Learn Build a File Converter with Python (Step by Step)

Q: Can I add more file formats?

Yes. Add new conversion functions to converter.py, register them in get_supported_conversions() and convert_file(). For example, add YAML support with pyyaml, XML with xml.etree.ElementTree, or document conversion with python-docx.

Build Projects

Build a File Converter with Python (Step by Step)

DodaTech Updated Jun 20, 2026 11 min read

Build a file converter with Python featuring a CLI tool and web interface that converts CSV to JSON, JSON to CSV, Markdown to HTML, HTML to Markdown, and resizes/converts images between formats using Pillow — with file upload, conversion, and download.

What You’ll Build

You’ll build a dual-interface file conversion tool: a CLI for scripting/batch conversions and a Flask web app for interactive use. Upload a CSV, get JSON back. Drop in a Markdown file, get rendered HTML. Resize images, convert PNG to JPEG, apply filters. This same conversion engine powers DodaZIP’s built-in file converter.

Why Build a File Converter?

File conversion is a universal need — data migration, content publishing, image optimization. Building one teaches you data serialization, format parsing edge cases, handling encoding differences, error handling for malformed files, and serving converted files for download. The patterns apply to ETL pipelines, CMS importers, and media processing services.

Prerequisites

Python 3.10+ installed
Basic Flask or FastAPI knowledge
Understanding of JSON and CSV formats
pip package manager

Step 1: Project Setup

mkdir file-converter
cd file-converter
python -m venv venv
source venv/bin/activate
pip install flask pillow markdown bleach python-dotenv

Step 2: Core Conversion Engine

# converter.py
import csv
import json
import io
import markdown
import bleach
from PIL import Image
from pathlib import Path
from typing import Union, Tuple, Optional

class ConversionError(Exception):
    pass

def csv_to_json(csv_content: str, delimiter: str = ",") -> str:
    """Convert CSV string to JSON string."""
    try:
        reader = csv.DictReader(io.StringIO(csv_content), delimiter=delimiter)
        rows = list(reader)
        if not rows:
            raise ConversionError("CSV file is empty or has no data rows")
        return json.dumps(rows, indent=2)
    except csv.Error as e:
        raise ConversionError(f"Invalid CSV format: {e}")
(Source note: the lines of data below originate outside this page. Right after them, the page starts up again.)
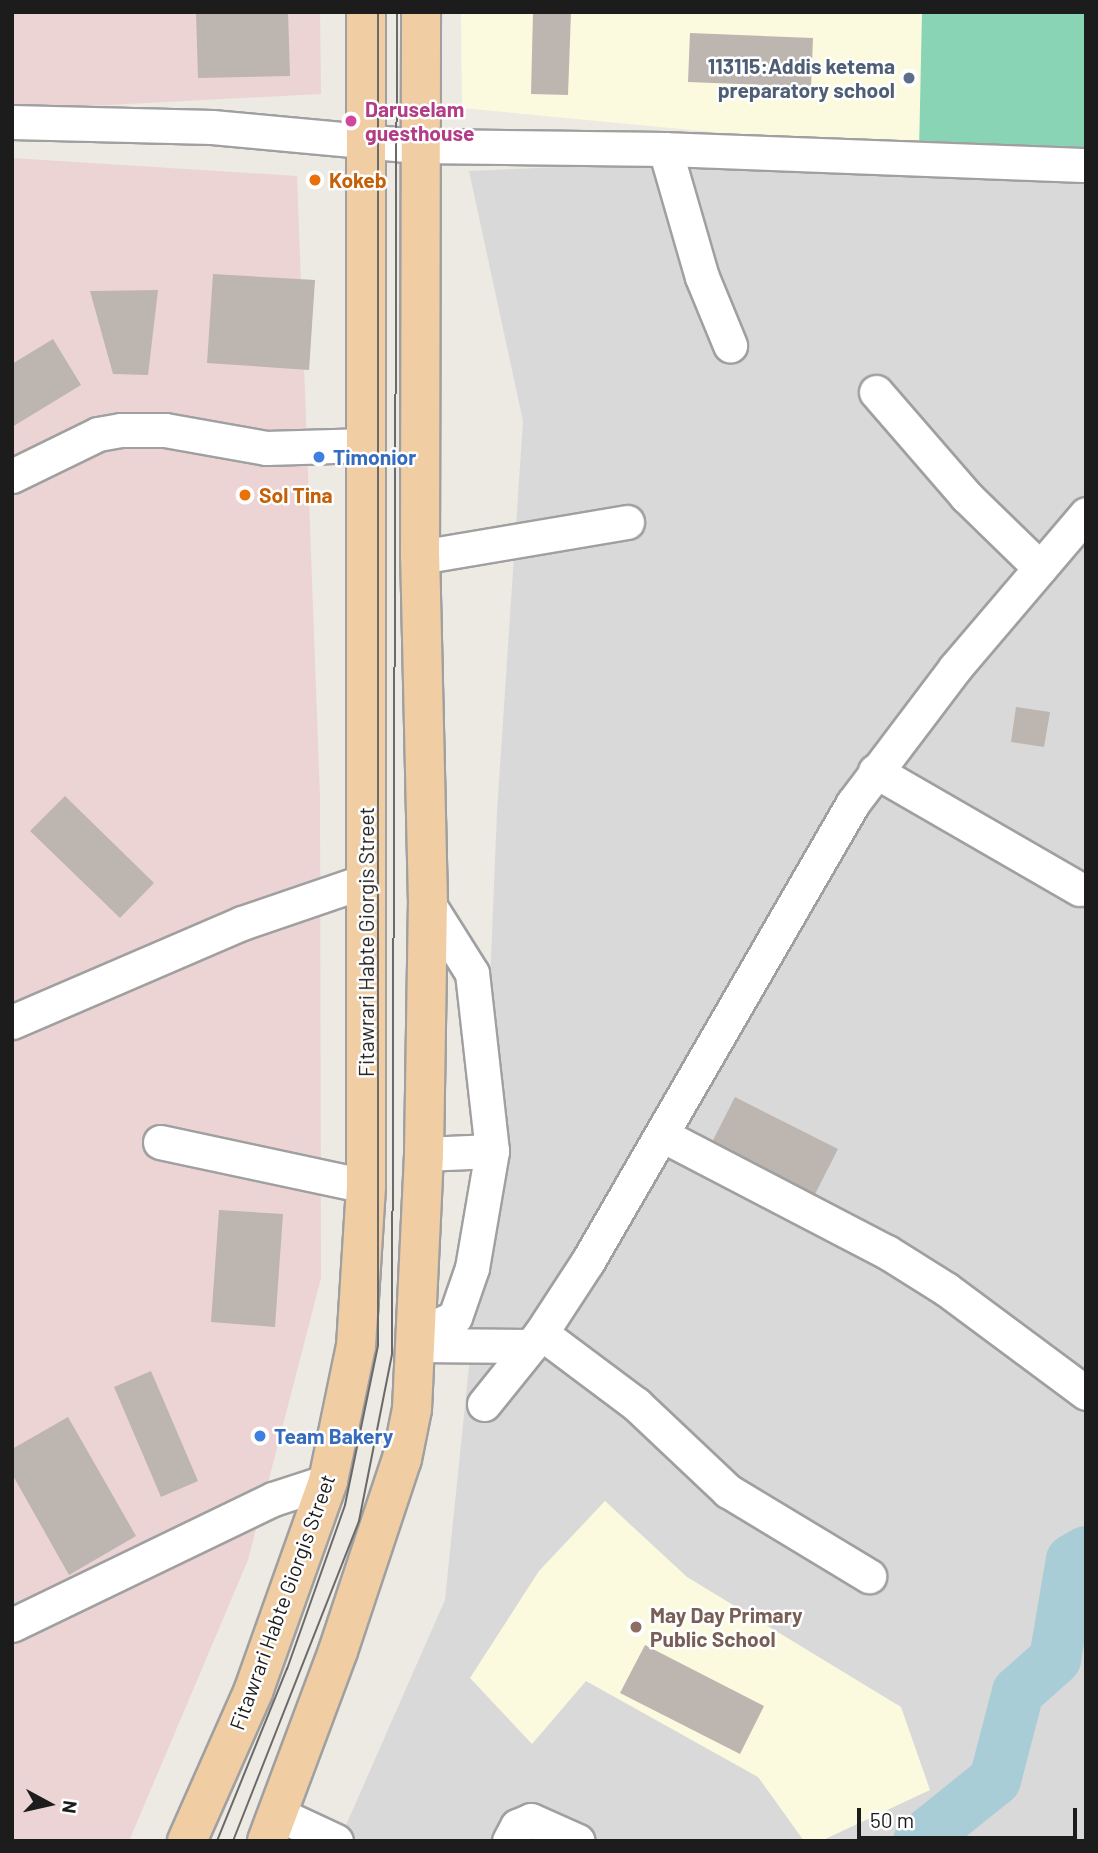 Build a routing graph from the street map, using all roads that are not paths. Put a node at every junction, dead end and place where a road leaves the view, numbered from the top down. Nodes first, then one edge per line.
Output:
1 (366, 12) edge
2 (421, 12) edge
3 (12, 122) edge
4 (367, 139) junction
5 (417, 146) junction
6 (665, 149) junction
7 (1086, 165) edge
8 (730, 345) dead end
9 (876, 392) dead end
10 (368, 445) junction
11 (12, 476) edge
12 (1086, 514) edge
13 (627, 522) dead end
14 (420, 557) junction
15 (1040, 568) junction
16 (875, 771) junction
17 (365, 881) junction
18 (1079, 889) dead end
19 (428, 903) junction
20 (12, 1022) edge
21 (664, 1136) junction
22 (160, 1142) dead end
23 (492, 1151) junction
24 (424, 1154) junction
25 (366, 1186) junction
26 (536, 1339) junction
27 (417, 1340) junction
28 (1086, 1393) edge
29 (485, 1404) dead end
30 (328, 1481) junction
31 (869, 1576) dead end
32 (12, 1625) edge
33 (273, 1827) edge
34 (187, 1841) edge
35 (336, 1841) edge
36 (509, 1841) edge
37 (578, 1841) edge

1 - 4 main road, Fitawrari Habte Giorgis Street
2 - 5 main road
3 - 4 street
4 - 5 street
4 - 10 main road, Fitawrari Habte Giorgis Street
5 - 6 street
5 - 14 main road
6 - 7 street
6 - 8 street
9 - 15 street
10 - 11 street
10 - 17 main road, Fitawrari Habte Giorgis Street
12 - 15 street
13 - 14 street
14 - 19 main road
15 - 16 street
16 - 18 street
16 - 21 street
17 - 20 street
17 - 25 main road, Fitawrari Habte Giorgis Street
19 - 23 street
19 - 24 main road
21 - 26 street
21 - 28 street
22 - 25 street
23 - 24 street
23 - 27 street
24 - 27 main road
25 - 30 main road, Fitawrari Habte Giorgis Street
26 - 27 street
26 - 29 street
26 - 31 street
27 - 33 main road
30 - 32 street
30 - 34 main road, Fitawrari Habte Giorgis Street
33 - 35 street
36 - 37 street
def json_to_csv(json_content: str) -> str:
    """Convert JSON string to CSV string."""
    try:
        data = json.loads(json_content)
        if isinstance(data, dict):
            data = [data]
        if not isinstance(data, list) or not data:
            raise ConversionError("JSON must be an array of objects or a single object")

        output = io.StringIO()
        fieldnames = set()
        for row in data:
            fieldnames.update(row.keys())

        writer = csv.DictWriter(output, fieldnames=sorted(fieldnames))
        writer.writeheader()
        for row in data:
            writer.writerow({k: str(v) if v is not None else "" for k, v in row.items()})

        return output.getvalue()
    except json.JSONDecodeError as e:
        raise ConversionError(f"Invalid JSON format: {e}")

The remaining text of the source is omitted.